Sebagian merupakan dataran pantai dengan lebar 10 – 25 km. Morfologi
pantai ini cukup kontras dengan pantai selatan Jawa Barat dan Jawa
Timur yang relatif lebih terjal.
- Pegunungan Selatan Jawa memanjang di sepanjang pantai selatan Jawa
membentuk morfologi pantai yang terjal. Namun di Jawa Tengah, zona
ini terputus oleh Depresi Jawa Tengah.

27
- Pegunungan Serayu Selatan terletak di antara Zona Depresi Jawa Tengah
yang membentuk kubah dan punggungan. Di bagian barat dari
Pegunungan Serayu Selatan yang berarah barat – timur dicirikan oleh
bentuk antiklonorium yang berakhir di timur pada suatu singkapan
batuan tertua terbesar di Pulau Jawa, yaitu daerah Luk Ulo, Kebumen.
Berdasarkan pembagian zona ini, daerah penelitian termasuk Zona
Serayu Utara. Ke arah utara, daerah ini berbatasan dengan Dataran
Aluvial Jawa Utara. Di bagian selatan dibatasi oleh Depresi Jawa
Tengah. Di bagian barat dan timur dibatasi oleh Zona Gunungapi
Kwarter. Daerah penelitian merupakan bagian dari Cekungan Serayu
Utara (Mukti dkk., 2008).
Berdasarkan pembagian fisiografi tersebut, daerah penelitian termasuk dalam
Zona Depresi Jawa Tengah. Pada bagian utara daerah penelitian dibatasi oleh
Pegunungan Serayu Selatan, pada bagian selatan dibatasi oleh Zona Pegunungan
Selatan, pada bagian barat termasuk kedalam Pegunungan Selatan, dan pada
bagian timur dibatasi oleh Pegunungan Serayu Selatan.

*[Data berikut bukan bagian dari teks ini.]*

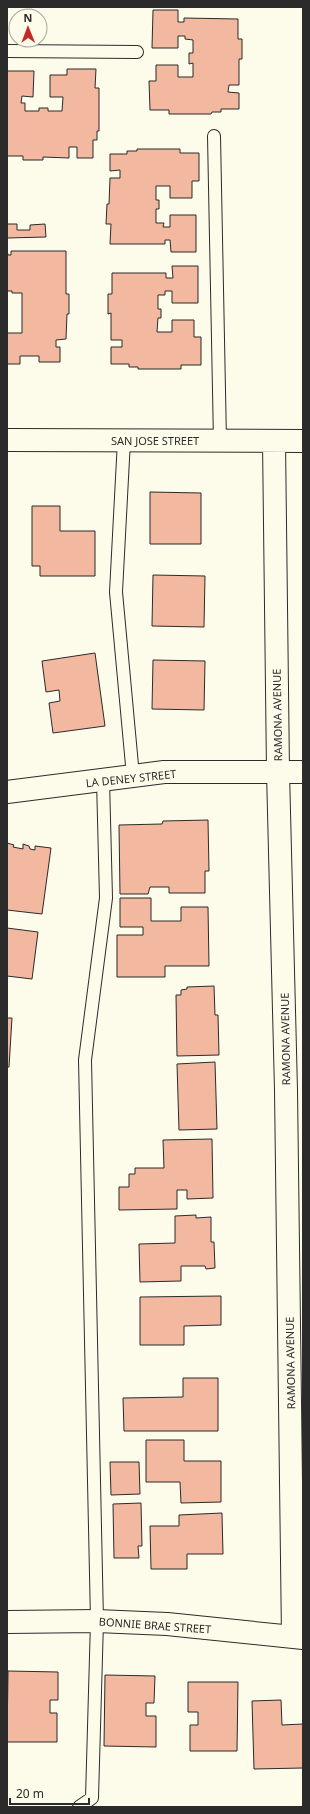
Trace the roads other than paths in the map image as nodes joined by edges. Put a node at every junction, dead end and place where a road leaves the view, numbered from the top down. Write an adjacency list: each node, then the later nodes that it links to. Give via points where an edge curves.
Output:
1 (7, 52): 2 (lane)
2 (137, 52)
3 (214, 136): 6 (lane)
4 (7, 440): 5 (street, SAN JOSE STREET)
5 (124, 440): 6 (street, SAN JOSE STREET); 11 (lane, via 116,592)
6 (220, 440): 7 (street, SAN JOSE STREET)
7 (274, 441): 8 (street, SAN JOSE STREET); 9 (street, RAMONA AVENUE)
8 (303, 441)
9 (278, 772): 10 (street, LA DENEY STREET); 11 (street, LA DENEY STREET, via 164,772); 14 (street, RAMONA AVENUE)
10 (303, 772)
11 (133, 776): 12 (street, LA DENEY STREET)
12 (103, 780): 13 (street, LA DENEY STREET); 15 (lane, via 106,898 85,1060)
13 (7, 792)
14 (294, 1090): 17 (street, RAMONA AVENUE)
15 (97, 1621): 16 (street, BONNIE BRAE STREET); 17 (street, BONNIE BRAE STREET, via 167,1624); 18 (lane, via 92,1798)
16 (7, 1622)
17 (298, 1637)
18 (79, 1807)

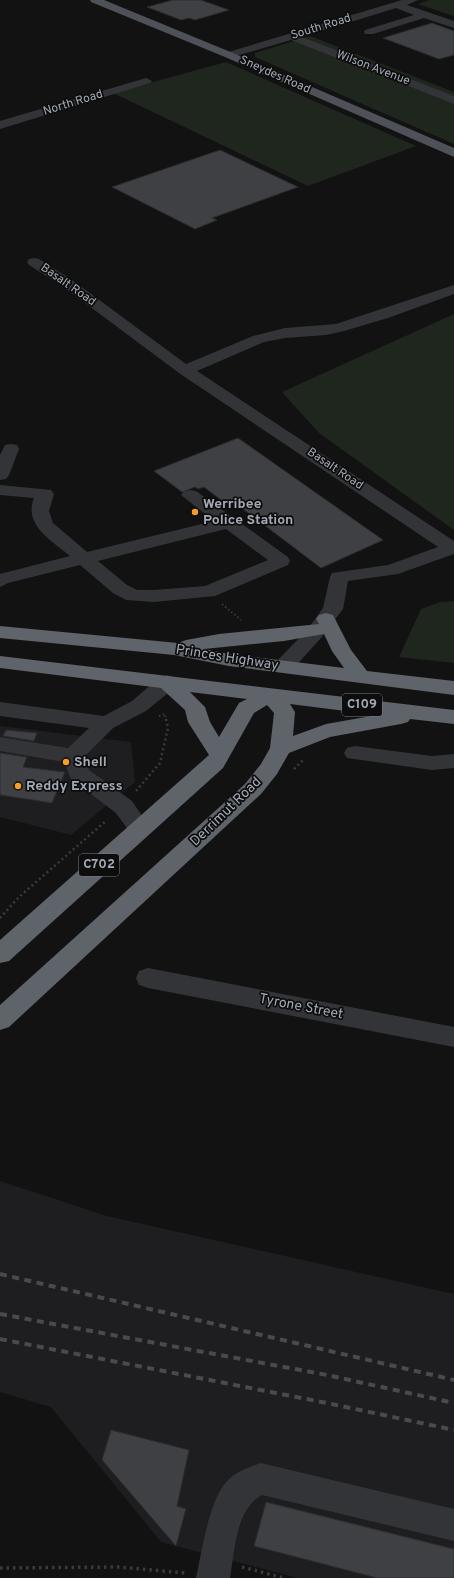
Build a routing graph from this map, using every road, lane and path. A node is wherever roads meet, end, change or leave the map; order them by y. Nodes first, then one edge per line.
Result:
1 (95, 0) edge
2 (413, 0) edge
3 (396, 5) junction
4 (424, 15) junction
5 (454, 25) edge
6 (369, 32) dead end
7 (291, 36) junction
8 (229, 55) junction
9 (146, 81) dead end
10 (454, 100) edge
11 (0, 126) edge
12 (454, 153) edge
13 (34, 262) dead end
14 (454, 289) edge
15 (185, 370) junction
16 (11, 449) dead end
17 (0, 475) edge
18 (0, 490) edge
19 (190, 495) dead end
20 (229, 523) junction
21 (83, 558) junction
22 (0, 581) edge
23 (208, 592) junction
24 (242, 620) dead end
25 (322, 624) junction
26 (0, 632) edge
27 (174, 649) junction
28 (0, 662) edge
29 (284, 666) junction
30 (360, 676) junction
31 (167, 682) junction
32 (454, 688) edge
33 (270, 694) junction
34 (0, 709) edge
35 (426, 713) junction
36 (165, 714) dead end
37 (454, 717) edge
38 (106, 723) junction
39 (0, 744) edge
40 (281, 748) junction
41 (355, 753) dead end
42 (219, 755) junction
43 (73, 756) junction
44 (454, 761) edge
45 (124, 807) junction
46 (140, 829) junction
47 (0, 918) edge
48 (0, 954) edge
49 (148, 978) dead end
50 (0, 1020) edge
51 (454, 1037) edge
52 (454, 1525) edge
53 (0, 1568) edge
54 (214, 1572) edge
55 (284, 1578) edge

1 - 8 main road, Sneydes Road
2 - 3 street, South Road
3 - 4 street
3 - 7 street, South Road
4 - 5 street
4 - 6 street
7 - 8 street, South Road
7 - 10 street, Wilson Avenue
8 - 12 main road, Sneydes Road
9 - 11 street, North Road
13 - 15 street, Basalt Road
14 - 15 street
15 - 25 street, Basalt Road
16 - 17 street
18 - 21 street
19 - 20 street
20 - 21 street
20 - 23 street
21 - 22 street
21 - 23 street
23 - 24 path
25 - 27 highway
25 - 29 street, Basalt Road
25 - 30 highway
26 - 27 highway, Princes Highway / C109
27 - 29 highway, Princes Highway / C109
28 - 31 highway, Princes Highway / C109
29 - 30 highway, Princes Highway / C109
29 - 33 highway
30 - 32 highway, Princes Highway / C109
31 - 33 highway, Princes Highway / C109
31 - 38 street
31 - 42 highway
33 - 35 highway, Princes Highway / C109
33 - 40 highway, Derrimut Road
33 - 42 highway, C702
34 - 38 street
35 - 37 highway, Princes Highway / C109
35 - 40 highway
36 - 45 path
38 - 43 street
39 - 43 street
40 - 50 highway, Derrimut Road
41 - 44 street
42 - 46 highway, C702
43 - 45 street
45 - 46 street
45 - 47 path
46 - 48 highway, C702
49 - 51 street, Tyrone Street
52 - 54 street
53 - 54 path
54 - 55 path

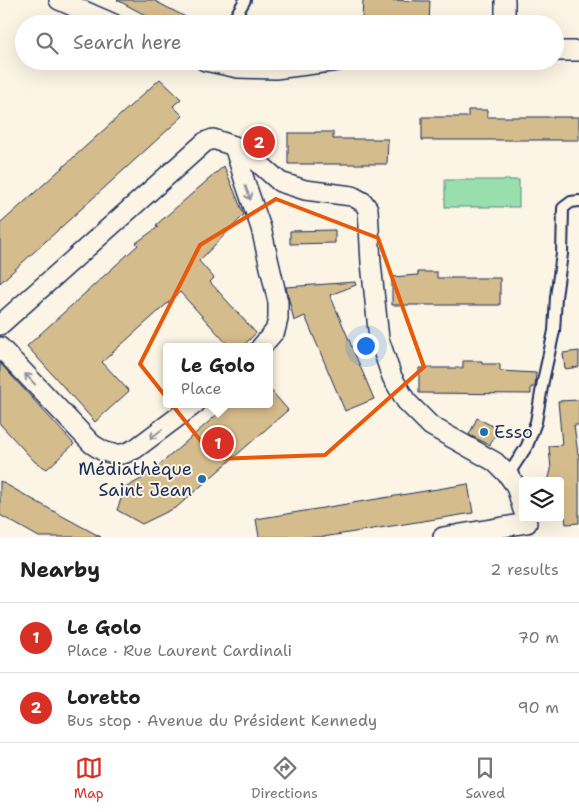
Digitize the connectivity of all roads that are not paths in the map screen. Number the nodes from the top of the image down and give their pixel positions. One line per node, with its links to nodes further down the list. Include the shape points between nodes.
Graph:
1 (58, 0): 4 (street)
2 (245, 0): 5 (lane)
3 (505, 0): 6 (street)
4 (93, 15)
5 (236, 15)
6 (504, 15)
7 (564, 51): 8 (street)
8 (579, 51)
9 (234, 146): 11 (street, via 213,139 205,142); 12 (street, one-way to 12, via 261,228 278,302 275,331); 15 (street, via 280,182 305,190 352,196 363,202 368,209 378,339 392,377 406,402 431,426 495,462)
10 (579, 201): 15 (lane, via 563,208 554,330 536,422 527,446)
11 (0, 325)
12 (264, 343)
13 (0, 347): 14 (street, one-way to 13, via 135,449 123,454 102,451)
14 (189, 408)
15 (508, 474): 16 (street)
16 (519, 496)
17 (527, 522): 18 (street)
18 (443, 537)

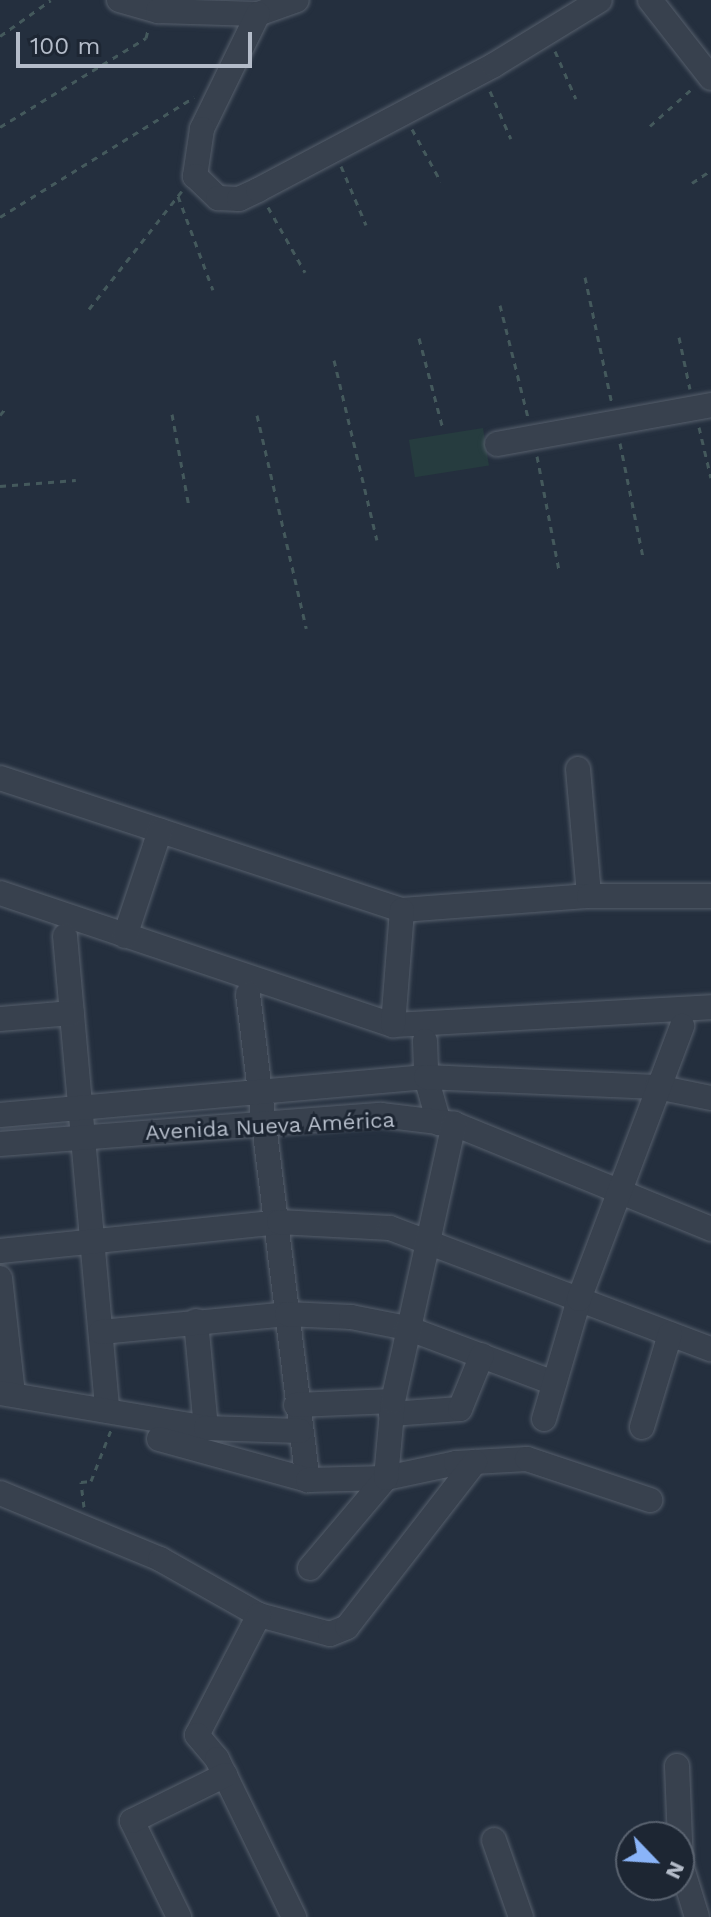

Gambar 3.1. Peta Fisiografi daerah Jawa Tengah dan Jawa Timur (van Bemmelen,
1949) dalam Hartono (2010).

28
3.2. Stratigrafi Regional
Stratigrafi Regional yang digunakan penulis mengacu (Kastowo Dan
Suwarna, 1996), Batuan tertua pada daerah penelitian adalah Formasi Halang. Di
atas Formasi Halang diendapkan dengan selaras dengan Formasi Tapak, serta
terdapat satuan endapan kuater Aluvium yang secara tidak selaras diendapakan
pada bagian paling atas dari Formasi sebelumnya. Hubungan Formasi Halang dan
Formasi Tapak adalah selaras normal. Formasi Halang diendapkan melalui
mekanisme turbidit pada bagian laut dalam, terdiri dari batupasir karbonatan
hingga batulempung karbonatan, sementara pada waktu yang bersamaan di bagian
darat diendapkan produk volkanik salah satunya seperti Tuff dan breksi.
Sementara Formasi Tapak sendiri diendapkan pada lingkungan laut dangkal –
darat setelah Formasi Halang terbentuk. Di atas Formasi – formasi tersebut jauh
lebih mudah diendapkan endapan kuarter (Aluvium). Korelasi Satuan – Satuan
Peta Geologi Lembar Majenang dapat dilihat pada (Tabel 3.1).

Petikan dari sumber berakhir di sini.